Blue Ridge Elementary School(BRES) STEM teacher Tori Arp received a shipment of roughly 200 rainbow trout eggs to raise with her students.
The eggs, which resemble red-tinted pearls, come from Trout Unlimited’s Trout in the Classroom Program.
Trout Unlimited is a trout conservation group with hundreds of local chapters across America.
Altogether, the eggs fill up just the bottom quarter of a plastic water bottle.
“We’re supposed to have brook trout in our streams,” Arp said. “That’s what’s native to the area.”
For Arp and the students entrusted with them, the eggs require a commitment to cleaning a fish tank, feeding the trout, and more until their release in May.
Although Arp is raising rainbow trout with her students now to release into Weaver Creek behind Fannin County Middle School, she hopes to one day raise native Southern Appalachian Brook Trout.
However, warm water temperatures in the creek mean these fish still lack a good habitat, she said.
“We are hoping with some eventual stream restoration projects that we can establish a sustainable population in Weaver Creek,” she said.
For the first few weeks, Arp will wrap the fish tank in panels to keep out ultraviolet light and pumps in highly-oxygenated water.
These conditions imitate a trout egg’s natural environment, hidden deep in a stream.
Arp uses well water from outside the school for the tank. Right now, BRES’s water comes out brown and isn’t drinkable, she said.
She will test the water daily.
Without this carefully-managed setup, many of the trout eggs would die, she said.

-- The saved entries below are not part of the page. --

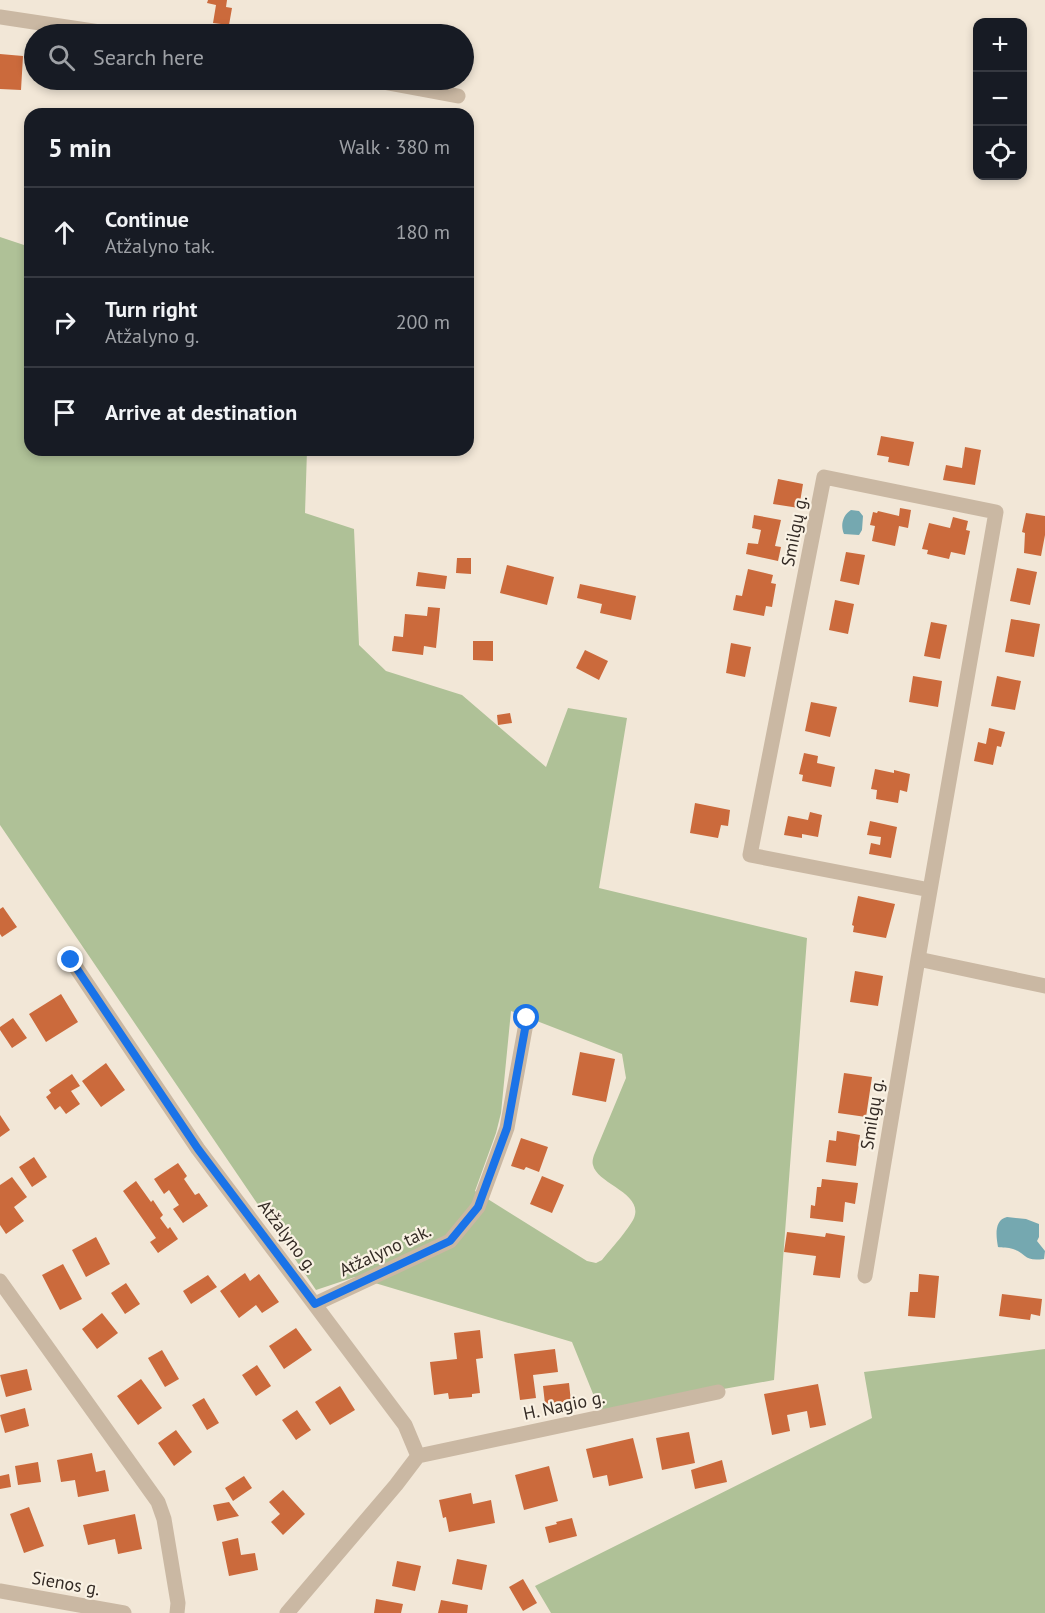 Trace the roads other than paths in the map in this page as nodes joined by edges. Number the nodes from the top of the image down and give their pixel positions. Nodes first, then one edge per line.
1 (0, 18) edge
2 (42, 24) edge
3 (426, 90) edge
4 (458, 96) dead end
5 (930, 890) junction
6 (918, 958) junction
7 (71, 960) dead end
8 (1045, 986) edge
9 (527, 1018) dead end
10 (865, 1276) dead end
11 (0, 1281) edge
12 (315, 1304) junction
13 (718, 1392) dead end
14 (418, 1456) junction
15 (0, 1591) edge
16 (124, 1613) edge
17 (177, 1613) edge
18 (286, 1613) edge

1 - 2 street
3 - 4 street
5 - 5 street, Smilgų g.
5 - 6 street, Smilgų g.
6 - 8 street
6 - 10 street, Smilgų g.
7 - 12 street, Atžalyno g.
9 - 12 street, Atžalyno tak.
11 - 17 street
12 - 14 street, Atžalyno g.
13 - 14 street, H. Nagio g.
14 - 18 street
15 - 16 street, Sienos g.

“About 90 percent of them will hatch,” Arp said.
But hatching is only the first challenge in a trout’s life.
While childhood for people is often a time of wonder and excitement, childhood for trout is violent carnage.

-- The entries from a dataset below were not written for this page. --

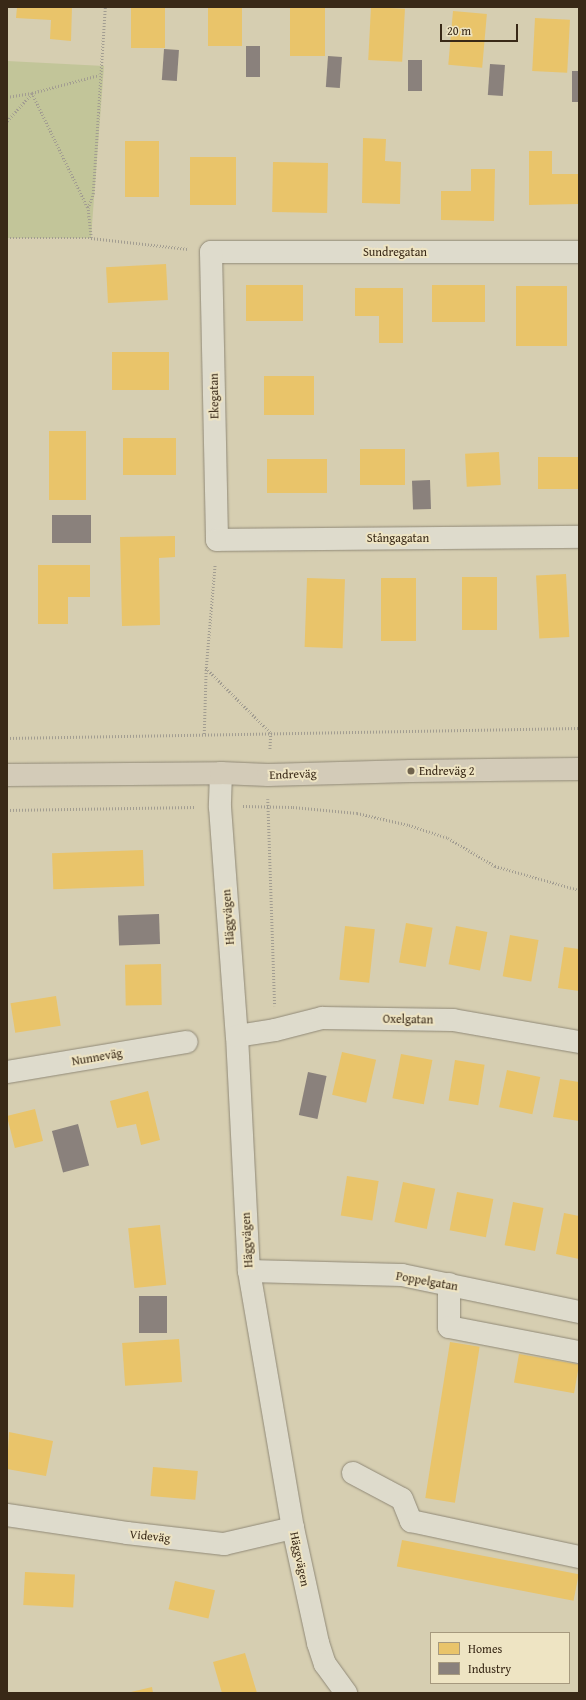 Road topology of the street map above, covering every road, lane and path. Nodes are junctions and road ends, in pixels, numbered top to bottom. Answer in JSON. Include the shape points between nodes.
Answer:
{"nodes":[{"id":1,"x":105,"y":7,"type":"edge"},
{"id":2,"x":99,"y":75,"type":"junction"},
{"id":3,"x":32,"y":93,"type":"junction"},
{"id":4,"x":7,"y":97,"type":"edge"},
{"id":5,"x":7,"y":121,"type":"edge"},
{"id":6,"x":88,"y":208,"type":"junction"},
{"id":7,"x":7,"y":238,"type":"edge"},
{"id":8,"x":91,"y":238,"type":"junction"},
{"id":9,"x":211,"y":252,"type":"junction"},
{"id":10,"x":579,"y":252,"type":"edge"},
{"id":11,"x":579,"y":537,"type":"edge"},
{"id":12,"x":217,"y":540,"type":"junction"},
{"id":13,"x":206,"y":668,"type":"junction"},
{"id":14,"x":579,"y":728,"type":"edge"},
{"id":15,"x":271,"y":733,"type":"junction"},
{"id":16,"x":204,"y":734,"type":"junction"},
{"id":17,"x":7,"y":738,"type":"edge"},
{"id":18,"x":579,"y":769,"type":"edge"},
{"id":19,"x":220,"y":773,"type":"junction"},
{"id":20,"x":7,"y":775,"type":"edge"},
{"id":21,"x":268,"y":775,"type":"junction"},
{"id":22,"x":268,"y":806,"type":"junction"},
{"id":23,"x":220,"y":807,"type":"junction"},
{"id":24,"x":7,"y":810,"type":"edge"},
{"id":25,"x":579,"y":890,"type":"edge"},
{"id":26,"x":276,"y":1030,"type":"junction"},
{"id":27,"x":238,"y":1036,"type":"junction"},
{"id":28,"x":187,"y":1042,"type":"dead end"},
{"id":29,"x":579,"y":1042,"type":"edge"},
{"id":30,"x":7,"y":1072,"type":"edge"},
{"id":31,"x":248,"y":1272,"type":"junction"},
{"id":32,"x":449,"y":1284,"type":"junction"},
{"id":33,"x":579,"y":1312,"type":"edge"},
{"id":34,"x":579,"y":1352,"type":"edge"},
{"id":35,"x":352,"y":1473,"type":"dead end"},
{"id":36,"x":7,"y":1515,"type":"edge"},
{"id":37,"x":293,"y":1528,"type":"junction"},
{"id":38,"x":579,"y":1557,"type":"edge"},
{"id":39,"x":346,"y":1693,"type":"edge"}],
"edges":[{"from":1,"to":2,"type":"path"},
{"from":2,"to":3,"type":"path"},
{"from":2,"to":6,"type":"path","via":[[92,194]]},
{"from":3,"to":4,"type":"path"},
{"from":3,"to":5,"type":"path"},
{"from":3,"to":6,"type":"path"},
{"from":6,"to":8,"type":"path"},
{"from":7,"to":8,"type":"path"},
{"from":8,"to":9,"type":"path"},
{"from":9,"to":10,"type":"street","name":"Sundregatan"},
{"from":9,"to":12,"type":"street","name":"Ekegatan"},
{"from":11,"to":12,"type":"street","name":"Stångagatan"},
{"from":12,"to":13,"type":"path"},
{"from":13,"to":15,"type":"path"},
{"from":13,"to":16,"type":"path"},
{"from":14,"to":15,"type":"path"},
{"from":15,"to":16,"type":"path"},
{"from":15,"to":21,"type":"path"},
{"from":16,"to":17,"type":"path"},
{"from":18,"to":21,"type":"main road","name":"Endreväg","via":[[411,770]]},
{"from":19,"to":20,"type":"main road","name":"Endreväg"},
{"from":19,"to":21,"type":"main road","name":"Endreväg"},
{"from":19,"to":23,"type":"street","name":"Häggvägen"},
{"from":21,"to":22,"type":"path"},
{"from":22,"to":23,"type":"path"},
{"from":22,"to":25,"type":"path","via":[[357,813],[409,825],[448,838],[495,866]]},
{"from":22,"to":26,"type":"path"},
{"from":23,"to":24,"type":"path"},
{"from":23,"to":27,"type":"street","name":"Häggvägen"},
{"from":26,"to":27,"type":"street","name":"Oxelgatan"},
{"from":26,"to":29,"type":"street","name":"Oxelgatan","via":[[322,1018],[453,1020]]},
{"from":27,"to":31,"type":"street","name":"Häggvägen"},
{"from":28,"to":30,"type":"street","name":"Nunneväg"},
{"from":31,"to":32,"type":"street","name":"Poppelgatan","via":[[402,1275]]},
{"from":31,"to":37,"type":"street","name":"Häggvägen"},
{"from":32,"to":33,"type":"street","name":"Poppelgatan"},
{"from":32,"to":34,"type":"street","via":[[449,1328]]},
{"from":35,"to":38,"type":"street","via":[[402,1499],[411,1521]]},
{"from":36,"to":37,"type":"street","name":"Videväg","via":[[224,1544]]},
{"from":37,"to":39,"type":"street","name":"Häggvägen","via":[[325,1664]]}]}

Even in safe conditions with plenty of food like Arp’s classroom fish tank, young trout will attack and eat each other.
It’s likely only half of the 200 trout eggs delivered will grow to become “fingerlings” or about two-inch-long trout.
In the wild, 90 percent of trout don’t make it from egg to adulthood, Arp said.
At the right stage, Arp and her class will release the trout into the wild so they can learn how to hunt.
“If you release them too early, they’re probably gonna get eaten at a higher rate,” she said.
But a trout released too late won’t learn how to hunt, she said.
“You can’t release a pet into the wild to go and prosper.”
For students, raising trout teaches them the cycle of life, the value of trout to Blue Ridge’s community, and many other lessons.
“We have kids that didn’t know that fish sticks were actually fish,” Arp said. “I’m talking middle schoolers.”
But those that do support a Blue Ridge trout fishing tourism industry worth more than $40 million, said Carl Riggs, the Georgia council chairman for Trout Unlimited.
“Once you get in the stream and you get your first trout, you’re hooked,” he said. “And I don’t even like to eat them.
Over time, trout fishing on the Chattahoochee has switched from being mainly about catching fish to eat to being mainly recreational, he said.
Classroom trout raising programs educate children more than they increase trout numbers, Riggs said. But they are still a valuable part of conservation efforts. Georgia’s four government fish hatcheries breed and release 4 million trout per year.
“That’s why it’s such a big industry,” Riggs said.
The brook trout native to Georgia have suffered some decline, Riggs said. The current breeding programs aim at releasing more native trout to mix with a replacement population of rainbow trout originally from British Columbia and brown trout native to Europe.
“We’ve lost so much habitat, and because of the predators and the rainbows and the browns, most of our brook trout locally are 2,000 feet or above in really small tributaries,” Riggs said.
Competition between these species and pressure from fishing has brought down the average size of Brook trout, Riggs said.
“The old-timers from back around when the settlers came in here in the 1830s said, ‘Oh yeah, we caught six-pound brook trout.’ I don’t believe that.”
Today, a 7-inch brook trout is a trophy fish, he said.